(Stored items from a collection)
# # #
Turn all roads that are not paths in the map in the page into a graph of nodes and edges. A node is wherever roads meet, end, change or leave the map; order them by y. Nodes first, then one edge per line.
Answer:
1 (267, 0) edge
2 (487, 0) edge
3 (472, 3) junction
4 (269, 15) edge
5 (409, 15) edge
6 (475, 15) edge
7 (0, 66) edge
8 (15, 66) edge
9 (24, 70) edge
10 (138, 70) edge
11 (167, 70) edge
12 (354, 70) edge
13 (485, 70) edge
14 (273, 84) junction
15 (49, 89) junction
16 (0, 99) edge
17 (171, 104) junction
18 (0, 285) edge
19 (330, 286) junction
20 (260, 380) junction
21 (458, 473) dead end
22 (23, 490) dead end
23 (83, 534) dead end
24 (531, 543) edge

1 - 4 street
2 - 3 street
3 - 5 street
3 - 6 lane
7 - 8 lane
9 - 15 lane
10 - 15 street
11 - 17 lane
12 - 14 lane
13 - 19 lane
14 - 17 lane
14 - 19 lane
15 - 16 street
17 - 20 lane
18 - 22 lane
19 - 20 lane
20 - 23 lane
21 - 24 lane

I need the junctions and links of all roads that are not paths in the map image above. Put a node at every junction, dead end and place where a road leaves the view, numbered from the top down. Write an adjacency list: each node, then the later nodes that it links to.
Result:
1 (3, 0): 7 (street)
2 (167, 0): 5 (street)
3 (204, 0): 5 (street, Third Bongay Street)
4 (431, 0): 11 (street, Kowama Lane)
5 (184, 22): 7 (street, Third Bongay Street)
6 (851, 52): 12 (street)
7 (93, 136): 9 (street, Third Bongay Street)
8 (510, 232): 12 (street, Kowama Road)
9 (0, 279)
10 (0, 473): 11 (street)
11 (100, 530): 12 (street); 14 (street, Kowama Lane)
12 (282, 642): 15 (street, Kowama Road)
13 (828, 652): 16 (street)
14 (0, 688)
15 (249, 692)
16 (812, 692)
# # #
YOUR INSTRUCTIONS: Copy each entry exactly. Omit none.

RESULT OF THIS EXERCISE:
Turn all roads that are not paths in the map in the page into a graph of nodes and edges. A node is wherever roads meet, end, change or leave the map; order them by y. Nodes first, then one edge per line.
Answer:
1 (267, 0) edge
2 (487, 0) edge
3 (472, 3) junction
4 (269, 15) edge
5 (409, 15) edge
6 (475, 15) edge
7 (0, 66) edge
8 (15, 66) edge
9 (24, 70) edge
10 (138, 70) edge
11 (167, 70) edge
12 (354, 70) edge
13 (485, 70) edge
14 (273, 84) junction
15 (49, 89) junction
16 (0, 99) edge
17 (171, 104) junction
18 (0, 285) edge
19 (330, 286) junction
20 (260, 380) junction
21 (458, 473) dead end
22 (23, 490) dead end
23 (83, 534) dead end
24 (531, 543) edge

1 - 4 street
2 - 3 street
3 - 5 street
3 - 6 lane
7 - 8 lane
9 - 15 lane
10 - 15 street
11 - 17 lane
12 - 14 lane
13 - 19 lane
14 - 17 lane
14 - 19 lane
15 - 16 street
17 - 20 lane
18 - 22 lane
19 - 20 lane
20 - 23 lane
21 - 24 lane

I need the junctions and links of all roads that are not paths in the map image above. Put a node at every junction, dead end and place where a road leaves the view, numbered from the top down. Write an adjacency list: each node, then the later nodes that it links to.
Result:
1 (3, 0): 7 (street)
2 (167, 0): 5 (street)
3 (204, 0): 5 (street, Third Bongay Street)
4 (431, 0): 11 (street, Kowama Lane)
5 (184, 22): 7 (street, Third Bongay Street)
6 (851, 52): 12 (street)
7 (93, 136): 9 (street, Third Bongay Street)
8 (510, 232): 12 (street, Kowama Road)
9 (0, 279)
10 (0, 473): 11 (street)
11 (100, 530): 12 (street); 14 (street, Kowama Lane)
12 (282, 642): 15 (street, Kowama Road)
13 (828, 652): 16 (street)
14 (0, 688)
15 (249, 692)
16 (812, 692)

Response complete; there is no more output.